A priori, la gastronomie semble plutôt s’inscrire du côté de la tradition, du terroir et du patrimoine, c’est-à-dire à l’opposé de la mode, associée au flux des nouveautés, à la volatilité des goûts, à la globalisation des consommations et à l’essor des marques. Pourtant, depuis quelques années, les deux univers se sont progressivement rapprochés, dans leurs dynamiques de fonctionnement, leurs imaginaires associés, comme dans les valeurs qu’ils véhiculent.
Ainsi, le chef est désormais en train de rejoindre le couturier au panthéon des stars : “Après la gloire des créateurs, des tops-models, … ce sont les cuisiniers qu’on encense. La cuisine portée aux nues va-t-elle être la religion du XXIe siècle ? Se nourrira-ton un jour selon les codes couleurs établis par un gourou des plaisirs gustatifs ?” (Martine Camillieri). Désormais, les chefs sont à la mode. Littéralement, d’abord, puisqu’on est passé de l’image du vieux chef bedonnant, un peu rustre, en veste et toque blanches, à une nouvelle génération de cuisiniers version fashion victim, cheveux au vent, tablier noir cintré et barbe de trois jours. Les cuisiniers sont également à la mode au sens où les médias s’en sont emparés, pour en faire un sujet porteur, jusqu’à l’apparition du “phénomène du chef”. Depuis quelques années, les cuisiniers ont commencé à devenir des stars médiatiques au même titre que les couturiers, s’exhibant au bras des personnalités les plus en vogue. Quand ils ne sont pas le produit direct de la télévision, comme Cyril Lignac, ils sortent volontiers de leurs cuisines pour participer à des émissions, se prêter à des jeux ou à des interviews… Le phénomène est inédit.

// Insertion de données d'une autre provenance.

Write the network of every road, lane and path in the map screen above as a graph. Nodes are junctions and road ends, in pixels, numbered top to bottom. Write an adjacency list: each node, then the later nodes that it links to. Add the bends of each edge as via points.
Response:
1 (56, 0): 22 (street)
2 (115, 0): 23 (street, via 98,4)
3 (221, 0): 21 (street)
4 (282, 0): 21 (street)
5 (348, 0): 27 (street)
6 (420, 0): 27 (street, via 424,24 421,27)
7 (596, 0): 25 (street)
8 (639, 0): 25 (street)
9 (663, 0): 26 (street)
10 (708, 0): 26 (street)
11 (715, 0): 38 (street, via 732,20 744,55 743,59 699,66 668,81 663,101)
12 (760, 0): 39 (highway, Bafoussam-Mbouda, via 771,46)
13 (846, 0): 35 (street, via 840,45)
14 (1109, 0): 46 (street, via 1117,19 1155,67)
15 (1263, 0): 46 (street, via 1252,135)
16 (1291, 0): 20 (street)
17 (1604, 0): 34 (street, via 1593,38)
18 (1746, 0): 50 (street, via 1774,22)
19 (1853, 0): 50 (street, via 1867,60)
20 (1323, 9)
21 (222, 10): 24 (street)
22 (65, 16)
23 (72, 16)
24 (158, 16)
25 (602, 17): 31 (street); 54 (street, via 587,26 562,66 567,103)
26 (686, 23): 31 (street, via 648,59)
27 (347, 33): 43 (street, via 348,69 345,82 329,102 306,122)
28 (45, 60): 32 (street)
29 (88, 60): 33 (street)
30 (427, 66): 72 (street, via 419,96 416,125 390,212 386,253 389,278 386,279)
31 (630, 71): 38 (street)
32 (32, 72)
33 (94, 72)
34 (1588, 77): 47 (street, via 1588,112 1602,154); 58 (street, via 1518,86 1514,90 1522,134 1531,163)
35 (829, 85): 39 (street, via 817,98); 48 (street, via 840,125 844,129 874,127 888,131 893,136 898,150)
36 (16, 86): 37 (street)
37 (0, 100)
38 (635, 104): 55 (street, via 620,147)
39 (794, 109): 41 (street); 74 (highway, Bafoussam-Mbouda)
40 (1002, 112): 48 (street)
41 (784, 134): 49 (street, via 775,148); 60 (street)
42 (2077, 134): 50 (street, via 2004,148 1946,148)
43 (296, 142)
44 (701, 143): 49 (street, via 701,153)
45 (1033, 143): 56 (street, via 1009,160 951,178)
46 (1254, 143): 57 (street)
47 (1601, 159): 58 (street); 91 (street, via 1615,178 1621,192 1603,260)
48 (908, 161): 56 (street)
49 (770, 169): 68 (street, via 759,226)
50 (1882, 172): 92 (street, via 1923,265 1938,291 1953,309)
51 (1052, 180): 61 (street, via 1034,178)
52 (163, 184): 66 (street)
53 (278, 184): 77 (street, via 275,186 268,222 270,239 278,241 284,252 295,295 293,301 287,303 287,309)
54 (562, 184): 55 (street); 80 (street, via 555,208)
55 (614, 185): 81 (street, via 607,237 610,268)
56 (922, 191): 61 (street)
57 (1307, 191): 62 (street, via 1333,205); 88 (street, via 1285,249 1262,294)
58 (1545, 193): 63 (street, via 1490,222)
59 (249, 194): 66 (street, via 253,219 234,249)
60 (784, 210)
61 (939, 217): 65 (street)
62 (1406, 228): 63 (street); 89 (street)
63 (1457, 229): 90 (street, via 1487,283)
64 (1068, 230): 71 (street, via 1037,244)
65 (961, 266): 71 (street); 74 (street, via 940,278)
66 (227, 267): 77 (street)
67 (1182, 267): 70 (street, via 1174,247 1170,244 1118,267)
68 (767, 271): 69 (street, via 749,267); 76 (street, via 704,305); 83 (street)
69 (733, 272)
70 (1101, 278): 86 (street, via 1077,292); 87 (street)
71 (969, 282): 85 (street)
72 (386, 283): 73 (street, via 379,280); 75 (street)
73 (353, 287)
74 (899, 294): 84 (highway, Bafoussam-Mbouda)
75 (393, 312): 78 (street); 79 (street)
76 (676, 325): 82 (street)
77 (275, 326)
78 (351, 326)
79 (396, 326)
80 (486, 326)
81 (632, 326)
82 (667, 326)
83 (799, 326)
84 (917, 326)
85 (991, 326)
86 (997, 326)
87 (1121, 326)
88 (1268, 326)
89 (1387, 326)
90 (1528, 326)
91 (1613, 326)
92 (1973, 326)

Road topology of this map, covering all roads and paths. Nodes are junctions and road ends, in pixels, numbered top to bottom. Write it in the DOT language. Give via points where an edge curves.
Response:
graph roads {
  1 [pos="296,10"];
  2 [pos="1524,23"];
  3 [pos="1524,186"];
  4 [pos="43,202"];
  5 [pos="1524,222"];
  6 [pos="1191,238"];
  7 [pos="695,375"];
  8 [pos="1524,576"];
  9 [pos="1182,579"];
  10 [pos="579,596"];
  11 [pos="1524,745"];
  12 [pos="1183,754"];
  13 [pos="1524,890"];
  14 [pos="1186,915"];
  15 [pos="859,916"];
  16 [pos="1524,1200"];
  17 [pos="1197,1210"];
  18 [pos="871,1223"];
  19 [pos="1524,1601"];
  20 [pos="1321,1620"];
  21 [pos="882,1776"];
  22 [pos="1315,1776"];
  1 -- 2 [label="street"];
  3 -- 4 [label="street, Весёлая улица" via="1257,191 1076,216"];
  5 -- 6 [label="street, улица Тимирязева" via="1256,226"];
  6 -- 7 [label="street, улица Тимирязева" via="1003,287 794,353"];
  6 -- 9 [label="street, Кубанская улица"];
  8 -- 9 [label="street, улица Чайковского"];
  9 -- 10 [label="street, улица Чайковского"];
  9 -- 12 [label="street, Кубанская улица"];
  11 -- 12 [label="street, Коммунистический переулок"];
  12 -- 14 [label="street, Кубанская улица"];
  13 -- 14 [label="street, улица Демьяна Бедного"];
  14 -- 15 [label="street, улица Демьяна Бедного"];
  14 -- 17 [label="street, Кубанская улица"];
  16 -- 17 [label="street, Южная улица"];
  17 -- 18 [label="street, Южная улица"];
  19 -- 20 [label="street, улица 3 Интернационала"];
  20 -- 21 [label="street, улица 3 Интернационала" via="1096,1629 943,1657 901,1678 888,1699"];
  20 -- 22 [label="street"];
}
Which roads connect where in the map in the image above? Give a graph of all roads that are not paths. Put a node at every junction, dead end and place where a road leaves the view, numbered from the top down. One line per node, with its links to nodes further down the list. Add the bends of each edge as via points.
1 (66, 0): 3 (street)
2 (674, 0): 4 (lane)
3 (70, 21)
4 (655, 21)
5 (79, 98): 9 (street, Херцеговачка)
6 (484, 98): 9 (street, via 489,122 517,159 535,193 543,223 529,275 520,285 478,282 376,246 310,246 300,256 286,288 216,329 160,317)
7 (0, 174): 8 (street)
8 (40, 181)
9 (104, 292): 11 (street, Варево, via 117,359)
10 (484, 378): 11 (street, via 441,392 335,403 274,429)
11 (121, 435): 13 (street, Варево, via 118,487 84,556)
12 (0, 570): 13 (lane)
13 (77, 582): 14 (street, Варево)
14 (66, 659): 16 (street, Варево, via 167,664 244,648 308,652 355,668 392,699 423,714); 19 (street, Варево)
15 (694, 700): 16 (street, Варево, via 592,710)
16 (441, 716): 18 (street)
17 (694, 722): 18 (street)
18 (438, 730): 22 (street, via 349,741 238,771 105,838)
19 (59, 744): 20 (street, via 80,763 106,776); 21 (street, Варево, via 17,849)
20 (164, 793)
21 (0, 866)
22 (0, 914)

Par delà le côté people qui les réunit, c’est la notion de créateur qui est en jeu, et la mythologie de l’artiste qu’elle véhicule. Le rapprochement entre couturier et cuisinier s’organise en effet autour de certaines notions empruntées à l’art. Jamais on n’aura autant entendu parler d’art culinaire que depuis quelques années. La signature a même fait récemment son apparition dans l’univers culinaire, avec par exemple les ‘plats signature’ mis en avant sur la carte de certains grands restaurants, prolongeant la comparaison avec l’artiste, à l’instar de la griffe du couturier. Or, cette signature, dans le domaine de la gastronomie comme de la mode, fonctionne sur le principe de la marque.
Ainsi, le nom de certains pâtissiers comme Pierre Hermé est devenu une signature, une griffe, mais aussi une marque, dotée d’une valeur spécifique qui fait vendre, qui s’offre les services du marketing et qui assume désormais sa place sur le marché de façon plus agressive. Il devient alors possible d’exploiter cette valeur en capitalisant sur la valeur de cette signature : ainsi de Joël Robuchon apposant son nom sur des gammes de plats cuisinés, comme de Christian Dior développant un système de licences sur différents produits dérivés de l’univers du luxe. Le même Dior aimait d’ailleurs à déclarer : “Vous savez tout ce qui concerne la bouffe m’intéresse ! Je connais beaucoup de recettes et, un jour, on ne sait jamais, je pourrais peut-être en avoir besoin. Qui sait ? Du jambon Dior, du rosbif Dior ?”.